"Ingesting BigTable Data into Datahub and Exploring Potential Implementation"

Original Slack Thread

Hello friends, I’m wondering if anyone has been ingesting BigTable data into Datahub? Searching github issues, feature requests, and this slack doesn’t turn up much.

Hey there! :wave: Make sure your message includes the following information if relevant, so we can help more effectively!

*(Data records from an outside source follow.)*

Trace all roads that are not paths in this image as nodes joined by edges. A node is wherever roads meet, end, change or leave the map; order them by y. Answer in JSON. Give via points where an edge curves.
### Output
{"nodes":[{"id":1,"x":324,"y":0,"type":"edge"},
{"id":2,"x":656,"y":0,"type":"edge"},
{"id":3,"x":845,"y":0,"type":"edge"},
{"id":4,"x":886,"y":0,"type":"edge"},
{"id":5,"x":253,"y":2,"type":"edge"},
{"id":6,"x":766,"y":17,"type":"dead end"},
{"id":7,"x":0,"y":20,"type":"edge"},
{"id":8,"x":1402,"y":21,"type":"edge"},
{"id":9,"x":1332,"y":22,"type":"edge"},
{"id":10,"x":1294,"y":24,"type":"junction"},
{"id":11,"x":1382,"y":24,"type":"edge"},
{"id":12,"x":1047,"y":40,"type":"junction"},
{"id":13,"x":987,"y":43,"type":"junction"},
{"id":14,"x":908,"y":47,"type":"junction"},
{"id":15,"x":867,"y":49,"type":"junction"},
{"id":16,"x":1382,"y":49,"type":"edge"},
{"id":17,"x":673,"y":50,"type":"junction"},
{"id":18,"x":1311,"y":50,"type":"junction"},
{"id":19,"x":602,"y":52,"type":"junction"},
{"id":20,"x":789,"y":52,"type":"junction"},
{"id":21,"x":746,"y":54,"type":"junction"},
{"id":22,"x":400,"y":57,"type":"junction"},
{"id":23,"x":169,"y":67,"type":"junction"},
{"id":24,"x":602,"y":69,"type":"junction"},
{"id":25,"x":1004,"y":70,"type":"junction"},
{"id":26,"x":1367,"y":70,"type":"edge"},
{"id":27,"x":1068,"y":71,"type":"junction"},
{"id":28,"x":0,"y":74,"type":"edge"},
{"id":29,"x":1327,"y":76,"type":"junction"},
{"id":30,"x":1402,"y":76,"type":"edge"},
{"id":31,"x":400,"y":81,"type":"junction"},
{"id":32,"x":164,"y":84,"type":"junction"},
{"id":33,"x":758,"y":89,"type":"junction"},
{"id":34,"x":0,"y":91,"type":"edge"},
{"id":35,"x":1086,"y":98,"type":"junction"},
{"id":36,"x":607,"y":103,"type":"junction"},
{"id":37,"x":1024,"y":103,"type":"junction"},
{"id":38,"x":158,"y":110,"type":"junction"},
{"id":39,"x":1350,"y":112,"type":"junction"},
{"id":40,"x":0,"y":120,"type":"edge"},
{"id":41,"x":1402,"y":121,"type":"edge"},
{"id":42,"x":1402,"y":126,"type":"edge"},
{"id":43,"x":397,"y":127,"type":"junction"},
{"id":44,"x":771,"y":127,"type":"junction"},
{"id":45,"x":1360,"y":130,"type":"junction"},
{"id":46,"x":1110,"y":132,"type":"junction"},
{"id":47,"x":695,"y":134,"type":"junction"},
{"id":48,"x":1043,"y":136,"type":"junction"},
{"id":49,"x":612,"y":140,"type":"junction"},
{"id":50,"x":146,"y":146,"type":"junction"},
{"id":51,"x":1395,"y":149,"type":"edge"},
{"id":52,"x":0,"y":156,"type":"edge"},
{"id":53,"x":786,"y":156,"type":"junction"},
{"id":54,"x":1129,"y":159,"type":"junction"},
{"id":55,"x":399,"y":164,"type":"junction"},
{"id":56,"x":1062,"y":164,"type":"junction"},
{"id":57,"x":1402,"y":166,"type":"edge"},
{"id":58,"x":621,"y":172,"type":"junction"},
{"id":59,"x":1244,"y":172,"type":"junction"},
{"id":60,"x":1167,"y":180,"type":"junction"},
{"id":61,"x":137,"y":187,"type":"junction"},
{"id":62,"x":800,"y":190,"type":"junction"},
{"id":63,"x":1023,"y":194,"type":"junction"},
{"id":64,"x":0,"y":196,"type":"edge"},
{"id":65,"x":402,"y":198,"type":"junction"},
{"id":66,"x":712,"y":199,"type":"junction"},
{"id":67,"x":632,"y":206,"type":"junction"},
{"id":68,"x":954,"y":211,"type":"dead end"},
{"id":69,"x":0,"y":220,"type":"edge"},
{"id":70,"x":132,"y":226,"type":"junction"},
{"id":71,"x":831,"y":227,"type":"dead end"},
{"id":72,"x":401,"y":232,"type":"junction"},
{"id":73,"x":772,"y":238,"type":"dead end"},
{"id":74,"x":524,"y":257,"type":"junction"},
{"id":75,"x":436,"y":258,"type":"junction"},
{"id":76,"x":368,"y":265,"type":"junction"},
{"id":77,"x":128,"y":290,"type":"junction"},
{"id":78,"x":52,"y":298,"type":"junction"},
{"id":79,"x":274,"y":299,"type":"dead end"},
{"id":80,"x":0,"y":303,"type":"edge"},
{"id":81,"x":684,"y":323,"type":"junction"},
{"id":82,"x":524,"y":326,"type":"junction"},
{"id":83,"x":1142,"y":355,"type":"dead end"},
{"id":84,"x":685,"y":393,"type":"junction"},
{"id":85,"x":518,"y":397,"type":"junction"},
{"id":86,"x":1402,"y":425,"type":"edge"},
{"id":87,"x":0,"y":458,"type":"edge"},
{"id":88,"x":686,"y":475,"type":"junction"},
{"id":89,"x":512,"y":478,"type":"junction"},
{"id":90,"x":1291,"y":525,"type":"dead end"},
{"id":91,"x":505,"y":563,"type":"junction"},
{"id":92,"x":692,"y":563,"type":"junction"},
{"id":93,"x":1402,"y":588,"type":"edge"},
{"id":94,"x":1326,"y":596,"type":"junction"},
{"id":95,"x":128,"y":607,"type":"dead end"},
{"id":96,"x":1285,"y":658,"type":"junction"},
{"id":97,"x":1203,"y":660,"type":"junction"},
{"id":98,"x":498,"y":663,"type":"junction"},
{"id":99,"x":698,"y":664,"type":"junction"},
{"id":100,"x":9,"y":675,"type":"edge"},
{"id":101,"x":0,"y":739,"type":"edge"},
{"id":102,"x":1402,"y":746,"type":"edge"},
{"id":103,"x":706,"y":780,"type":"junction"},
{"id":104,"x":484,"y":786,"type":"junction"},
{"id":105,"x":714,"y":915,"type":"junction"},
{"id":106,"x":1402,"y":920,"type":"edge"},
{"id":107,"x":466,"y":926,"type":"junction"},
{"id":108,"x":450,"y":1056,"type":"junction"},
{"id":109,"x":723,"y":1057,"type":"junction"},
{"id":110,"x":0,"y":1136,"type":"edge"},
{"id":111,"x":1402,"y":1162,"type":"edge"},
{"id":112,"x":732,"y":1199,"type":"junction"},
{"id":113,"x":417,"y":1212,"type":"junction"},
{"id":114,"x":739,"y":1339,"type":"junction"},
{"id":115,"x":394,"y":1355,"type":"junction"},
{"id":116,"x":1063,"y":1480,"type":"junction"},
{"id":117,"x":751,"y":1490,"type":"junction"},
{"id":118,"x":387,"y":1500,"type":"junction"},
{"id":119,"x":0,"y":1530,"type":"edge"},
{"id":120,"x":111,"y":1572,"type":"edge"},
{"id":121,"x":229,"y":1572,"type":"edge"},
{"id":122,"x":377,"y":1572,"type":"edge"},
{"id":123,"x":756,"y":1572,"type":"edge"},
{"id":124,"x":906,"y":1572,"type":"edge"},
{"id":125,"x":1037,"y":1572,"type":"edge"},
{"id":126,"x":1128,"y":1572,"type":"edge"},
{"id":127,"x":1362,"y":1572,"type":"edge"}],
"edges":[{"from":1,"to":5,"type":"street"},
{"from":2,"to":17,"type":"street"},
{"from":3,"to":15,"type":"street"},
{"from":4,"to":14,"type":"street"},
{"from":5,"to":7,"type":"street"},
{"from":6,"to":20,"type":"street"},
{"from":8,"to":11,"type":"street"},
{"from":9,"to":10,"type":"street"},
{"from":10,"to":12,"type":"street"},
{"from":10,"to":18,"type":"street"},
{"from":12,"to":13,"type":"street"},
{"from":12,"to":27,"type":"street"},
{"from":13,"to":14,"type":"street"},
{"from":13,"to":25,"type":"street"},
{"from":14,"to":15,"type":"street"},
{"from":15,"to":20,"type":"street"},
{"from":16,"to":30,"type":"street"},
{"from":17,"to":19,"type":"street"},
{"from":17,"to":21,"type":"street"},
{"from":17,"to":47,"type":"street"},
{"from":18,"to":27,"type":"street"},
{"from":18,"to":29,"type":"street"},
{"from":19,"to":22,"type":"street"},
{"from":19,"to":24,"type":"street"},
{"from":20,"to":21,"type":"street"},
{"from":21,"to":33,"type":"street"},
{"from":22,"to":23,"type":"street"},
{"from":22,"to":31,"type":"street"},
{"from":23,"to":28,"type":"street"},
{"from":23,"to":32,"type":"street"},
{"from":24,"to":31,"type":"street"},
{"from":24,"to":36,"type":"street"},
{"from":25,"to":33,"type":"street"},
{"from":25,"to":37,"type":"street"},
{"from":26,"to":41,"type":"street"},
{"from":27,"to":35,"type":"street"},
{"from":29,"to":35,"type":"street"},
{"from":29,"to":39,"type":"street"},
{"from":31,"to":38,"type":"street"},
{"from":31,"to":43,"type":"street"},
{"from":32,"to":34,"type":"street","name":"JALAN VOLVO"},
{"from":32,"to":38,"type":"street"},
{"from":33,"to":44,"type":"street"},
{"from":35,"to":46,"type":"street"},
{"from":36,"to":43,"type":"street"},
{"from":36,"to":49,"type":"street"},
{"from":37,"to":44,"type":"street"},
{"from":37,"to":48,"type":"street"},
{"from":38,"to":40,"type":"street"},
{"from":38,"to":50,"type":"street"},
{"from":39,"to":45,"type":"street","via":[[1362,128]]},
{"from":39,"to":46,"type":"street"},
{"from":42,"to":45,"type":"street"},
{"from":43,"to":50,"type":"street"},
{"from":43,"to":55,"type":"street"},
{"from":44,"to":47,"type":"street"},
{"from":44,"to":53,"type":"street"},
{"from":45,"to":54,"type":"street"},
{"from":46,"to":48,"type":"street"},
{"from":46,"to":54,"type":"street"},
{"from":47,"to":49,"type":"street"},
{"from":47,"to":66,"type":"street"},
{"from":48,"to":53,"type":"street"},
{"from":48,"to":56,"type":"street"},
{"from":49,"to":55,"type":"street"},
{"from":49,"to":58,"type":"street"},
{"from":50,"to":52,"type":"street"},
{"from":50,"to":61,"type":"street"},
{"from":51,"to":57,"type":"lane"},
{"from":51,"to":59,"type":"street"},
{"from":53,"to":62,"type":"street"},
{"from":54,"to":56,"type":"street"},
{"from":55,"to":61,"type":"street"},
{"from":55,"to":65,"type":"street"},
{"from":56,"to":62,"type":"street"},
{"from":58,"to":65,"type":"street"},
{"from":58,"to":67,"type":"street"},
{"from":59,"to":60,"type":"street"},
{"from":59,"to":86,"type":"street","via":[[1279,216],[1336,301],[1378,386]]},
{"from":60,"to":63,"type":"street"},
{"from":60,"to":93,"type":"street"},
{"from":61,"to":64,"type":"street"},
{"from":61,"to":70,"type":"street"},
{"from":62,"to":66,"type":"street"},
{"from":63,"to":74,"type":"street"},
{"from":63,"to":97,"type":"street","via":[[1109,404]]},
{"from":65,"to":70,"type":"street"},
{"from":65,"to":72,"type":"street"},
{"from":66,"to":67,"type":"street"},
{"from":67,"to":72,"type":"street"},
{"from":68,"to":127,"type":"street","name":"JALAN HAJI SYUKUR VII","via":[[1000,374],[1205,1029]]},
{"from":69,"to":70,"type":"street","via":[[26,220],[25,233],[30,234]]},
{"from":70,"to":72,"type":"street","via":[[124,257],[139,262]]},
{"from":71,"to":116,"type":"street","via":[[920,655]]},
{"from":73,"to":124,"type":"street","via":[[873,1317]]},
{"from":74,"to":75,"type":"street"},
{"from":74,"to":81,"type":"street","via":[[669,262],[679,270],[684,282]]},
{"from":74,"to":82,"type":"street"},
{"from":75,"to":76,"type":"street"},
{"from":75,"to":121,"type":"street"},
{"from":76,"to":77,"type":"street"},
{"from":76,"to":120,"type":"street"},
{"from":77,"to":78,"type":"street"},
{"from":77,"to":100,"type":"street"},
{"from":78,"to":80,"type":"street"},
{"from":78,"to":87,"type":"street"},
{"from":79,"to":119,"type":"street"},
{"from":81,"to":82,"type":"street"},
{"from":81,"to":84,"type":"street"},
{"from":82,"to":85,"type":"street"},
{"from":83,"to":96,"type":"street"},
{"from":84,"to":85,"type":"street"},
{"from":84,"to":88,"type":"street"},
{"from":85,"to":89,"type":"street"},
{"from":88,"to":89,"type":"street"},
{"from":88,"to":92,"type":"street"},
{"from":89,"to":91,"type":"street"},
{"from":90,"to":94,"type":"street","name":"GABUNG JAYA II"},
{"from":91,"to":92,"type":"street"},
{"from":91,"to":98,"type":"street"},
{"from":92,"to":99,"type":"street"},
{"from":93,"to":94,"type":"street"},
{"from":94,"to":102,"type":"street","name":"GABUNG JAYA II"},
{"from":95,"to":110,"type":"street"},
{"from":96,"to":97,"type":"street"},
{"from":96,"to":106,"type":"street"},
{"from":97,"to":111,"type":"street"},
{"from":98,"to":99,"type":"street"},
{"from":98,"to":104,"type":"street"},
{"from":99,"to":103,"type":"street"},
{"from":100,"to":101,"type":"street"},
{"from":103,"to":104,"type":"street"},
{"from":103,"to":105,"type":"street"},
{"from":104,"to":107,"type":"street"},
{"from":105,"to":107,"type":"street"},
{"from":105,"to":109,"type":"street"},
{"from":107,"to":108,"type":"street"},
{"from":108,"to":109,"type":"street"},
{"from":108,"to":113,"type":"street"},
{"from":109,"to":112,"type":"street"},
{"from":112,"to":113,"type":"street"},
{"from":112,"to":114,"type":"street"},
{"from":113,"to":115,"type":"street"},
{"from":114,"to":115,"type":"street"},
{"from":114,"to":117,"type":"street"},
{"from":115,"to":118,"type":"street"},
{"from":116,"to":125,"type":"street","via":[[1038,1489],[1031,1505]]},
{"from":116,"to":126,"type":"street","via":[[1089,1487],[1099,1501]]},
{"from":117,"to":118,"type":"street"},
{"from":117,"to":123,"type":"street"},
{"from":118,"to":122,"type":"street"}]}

  1. Are you using UI or CLI for ingestion?
  2. Which DataHub version are you using? (e.g. 0.12.0)
  3. What data source(s) are you integrating with DataHub? (e.g. BigQuery)

Hi Aaron!

At this time there are no formal plans to introduce BigTable support, but we’d absolutely be open to it. Do you know if BigTable infers & stores the structure of it’s collections in an easily accessible place? This would make developing the connector a bit easier. We do support MongoDB (another NoSQL document store connector) which may be a good reference example for anyone seeking to build this out.

Cheers

Thanks, John! The python API makes it really easy to iterate through down to column families for tables. Below that level of granularity it’s harder because each row can have different values in the same column family.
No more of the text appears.